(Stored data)
'''

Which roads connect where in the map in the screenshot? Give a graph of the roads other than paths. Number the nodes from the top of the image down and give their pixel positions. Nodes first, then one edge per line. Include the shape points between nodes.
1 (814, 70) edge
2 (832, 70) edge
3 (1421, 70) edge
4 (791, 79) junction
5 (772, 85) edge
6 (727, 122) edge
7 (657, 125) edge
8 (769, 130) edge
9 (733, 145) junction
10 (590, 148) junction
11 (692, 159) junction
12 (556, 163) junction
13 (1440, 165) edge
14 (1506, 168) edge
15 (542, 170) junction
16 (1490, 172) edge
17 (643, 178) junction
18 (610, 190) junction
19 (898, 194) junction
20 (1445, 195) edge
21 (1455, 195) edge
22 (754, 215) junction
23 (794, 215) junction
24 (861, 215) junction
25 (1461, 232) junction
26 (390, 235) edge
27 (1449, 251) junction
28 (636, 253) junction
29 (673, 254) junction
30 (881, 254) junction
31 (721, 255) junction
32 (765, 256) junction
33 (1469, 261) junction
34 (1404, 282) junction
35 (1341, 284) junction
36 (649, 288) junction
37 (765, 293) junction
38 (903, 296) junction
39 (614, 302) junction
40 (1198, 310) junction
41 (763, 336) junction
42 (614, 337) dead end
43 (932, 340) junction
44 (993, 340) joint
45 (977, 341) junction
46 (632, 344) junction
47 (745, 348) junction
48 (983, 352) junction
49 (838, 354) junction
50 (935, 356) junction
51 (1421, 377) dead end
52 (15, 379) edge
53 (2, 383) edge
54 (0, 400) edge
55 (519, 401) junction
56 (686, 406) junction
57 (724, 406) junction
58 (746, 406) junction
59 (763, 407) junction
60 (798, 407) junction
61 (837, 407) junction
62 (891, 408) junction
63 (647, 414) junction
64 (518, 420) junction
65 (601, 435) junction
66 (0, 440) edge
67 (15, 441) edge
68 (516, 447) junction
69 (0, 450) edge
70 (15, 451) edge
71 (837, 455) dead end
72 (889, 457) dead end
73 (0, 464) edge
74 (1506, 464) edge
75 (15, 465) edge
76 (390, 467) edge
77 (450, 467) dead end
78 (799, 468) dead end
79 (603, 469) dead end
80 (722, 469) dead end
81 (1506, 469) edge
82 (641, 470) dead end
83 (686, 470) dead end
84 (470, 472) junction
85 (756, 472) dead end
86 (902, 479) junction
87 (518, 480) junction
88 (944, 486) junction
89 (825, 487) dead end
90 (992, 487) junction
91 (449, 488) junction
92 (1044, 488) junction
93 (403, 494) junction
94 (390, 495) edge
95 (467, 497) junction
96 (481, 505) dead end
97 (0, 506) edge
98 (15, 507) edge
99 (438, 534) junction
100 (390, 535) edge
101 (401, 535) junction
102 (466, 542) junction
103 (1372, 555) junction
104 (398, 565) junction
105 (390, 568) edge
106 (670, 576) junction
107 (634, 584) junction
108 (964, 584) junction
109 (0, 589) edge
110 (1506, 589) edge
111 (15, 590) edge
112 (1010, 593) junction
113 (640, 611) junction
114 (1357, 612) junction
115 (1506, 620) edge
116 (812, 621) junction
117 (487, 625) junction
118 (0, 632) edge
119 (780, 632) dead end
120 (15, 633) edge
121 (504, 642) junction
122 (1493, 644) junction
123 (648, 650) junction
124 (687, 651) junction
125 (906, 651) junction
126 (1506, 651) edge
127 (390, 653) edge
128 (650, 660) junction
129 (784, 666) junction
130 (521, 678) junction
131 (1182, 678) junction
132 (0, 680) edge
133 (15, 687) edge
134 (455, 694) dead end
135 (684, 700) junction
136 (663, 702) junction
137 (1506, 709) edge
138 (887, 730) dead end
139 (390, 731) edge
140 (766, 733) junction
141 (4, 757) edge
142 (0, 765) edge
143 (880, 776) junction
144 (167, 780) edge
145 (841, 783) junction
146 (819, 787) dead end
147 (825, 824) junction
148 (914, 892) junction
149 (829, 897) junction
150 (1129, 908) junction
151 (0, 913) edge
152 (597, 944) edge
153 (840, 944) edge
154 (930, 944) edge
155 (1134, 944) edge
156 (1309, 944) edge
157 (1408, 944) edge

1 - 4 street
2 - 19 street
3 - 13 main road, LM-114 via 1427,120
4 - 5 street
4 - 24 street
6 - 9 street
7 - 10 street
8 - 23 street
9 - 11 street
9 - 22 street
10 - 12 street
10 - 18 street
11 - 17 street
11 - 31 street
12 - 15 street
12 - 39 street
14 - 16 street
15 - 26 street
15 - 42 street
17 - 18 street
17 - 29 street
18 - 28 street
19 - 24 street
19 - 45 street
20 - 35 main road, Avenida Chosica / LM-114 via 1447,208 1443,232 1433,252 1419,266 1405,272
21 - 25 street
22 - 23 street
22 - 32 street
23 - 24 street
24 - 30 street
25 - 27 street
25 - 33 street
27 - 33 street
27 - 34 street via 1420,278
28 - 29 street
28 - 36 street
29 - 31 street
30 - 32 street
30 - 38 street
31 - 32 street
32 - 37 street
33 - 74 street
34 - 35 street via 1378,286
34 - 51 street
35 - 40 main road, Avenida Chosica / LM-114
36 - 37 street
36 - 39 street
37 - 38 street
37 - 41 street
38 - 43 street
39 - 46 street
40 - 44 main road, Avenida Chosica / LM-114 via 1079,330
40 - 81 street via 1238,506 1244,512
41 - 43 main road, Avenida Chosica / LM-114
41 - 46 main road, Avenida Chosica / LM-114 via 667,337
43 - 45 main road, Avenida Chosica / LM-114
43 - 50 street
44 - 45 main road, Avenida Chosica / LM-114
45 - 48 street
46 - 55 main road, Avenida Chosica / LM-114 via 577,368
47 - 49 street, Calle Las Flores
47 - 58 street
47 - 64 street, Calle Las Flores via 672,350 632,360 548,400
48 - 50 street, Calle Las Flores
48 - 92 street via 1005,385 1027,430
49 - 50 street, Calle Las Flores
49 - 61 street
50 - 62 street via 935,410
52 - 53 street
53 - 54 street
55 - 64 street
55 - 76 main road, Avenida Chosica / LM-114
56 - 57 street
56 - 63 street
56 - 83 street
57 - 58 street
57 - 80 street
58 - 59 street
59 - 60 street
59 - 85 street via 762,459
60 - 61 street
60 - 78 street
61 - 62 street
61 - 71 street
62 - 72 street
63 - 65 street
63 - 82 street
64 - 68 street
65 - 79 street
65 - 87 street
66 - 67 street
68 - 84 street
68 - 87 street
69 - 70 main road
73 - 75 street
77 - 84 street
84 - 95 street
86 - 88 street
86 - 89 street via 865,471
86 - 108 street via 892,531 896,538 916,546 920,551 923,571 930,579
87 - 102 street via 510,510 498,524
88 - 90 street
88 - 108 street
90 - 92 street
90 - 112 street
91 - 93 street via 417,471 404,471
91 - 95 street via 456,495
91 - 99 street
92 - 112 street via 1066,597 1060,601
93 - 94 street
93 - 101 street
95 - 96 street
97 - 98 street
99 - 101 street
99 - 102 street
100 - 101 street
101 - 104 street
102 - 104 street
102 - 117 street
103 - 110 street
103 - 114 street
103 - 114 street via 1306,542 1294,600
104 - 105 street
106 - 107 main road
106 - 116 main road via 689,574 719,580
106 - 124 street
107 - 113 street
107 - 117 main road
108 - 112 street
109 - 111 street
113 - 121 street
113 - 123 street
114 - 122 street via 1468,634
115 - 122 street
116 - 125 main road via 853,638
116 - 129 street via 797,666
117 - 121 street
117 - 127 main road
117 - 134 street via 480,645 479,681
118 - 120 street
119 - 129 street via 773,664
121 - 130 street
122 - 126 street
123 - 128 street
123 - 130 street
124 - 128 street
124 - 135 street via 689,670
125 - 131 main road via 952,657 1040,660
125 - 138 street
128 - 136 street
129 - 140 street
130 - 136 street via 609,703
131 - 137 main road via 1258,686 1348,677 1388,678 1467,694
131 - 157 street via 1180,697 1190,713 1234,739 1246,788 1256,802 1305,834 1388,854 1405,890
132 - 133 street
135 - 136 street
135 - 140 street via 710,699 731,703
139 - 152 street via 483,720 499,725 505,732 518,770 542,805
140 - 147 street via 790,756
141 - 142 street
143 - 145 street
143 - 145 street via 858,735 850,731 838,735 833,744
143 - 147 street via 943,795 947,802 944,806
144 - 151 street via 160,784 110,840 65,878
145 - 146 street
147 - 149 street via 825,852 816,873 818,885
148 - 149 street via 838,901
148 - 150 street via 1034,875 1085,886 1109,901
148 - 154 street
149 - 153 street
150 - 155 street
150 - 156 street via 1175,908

'''

Return every line holding the word "Calle" from the records.

- [Solved exercise]:
47 - 49 street, Calle Las Flores
47 - 64 street, Calle Las Flores via 672,350 632,360 548,400
48 - 50 street, Calle Las Flores
49 - 50 street, Calle Las Flores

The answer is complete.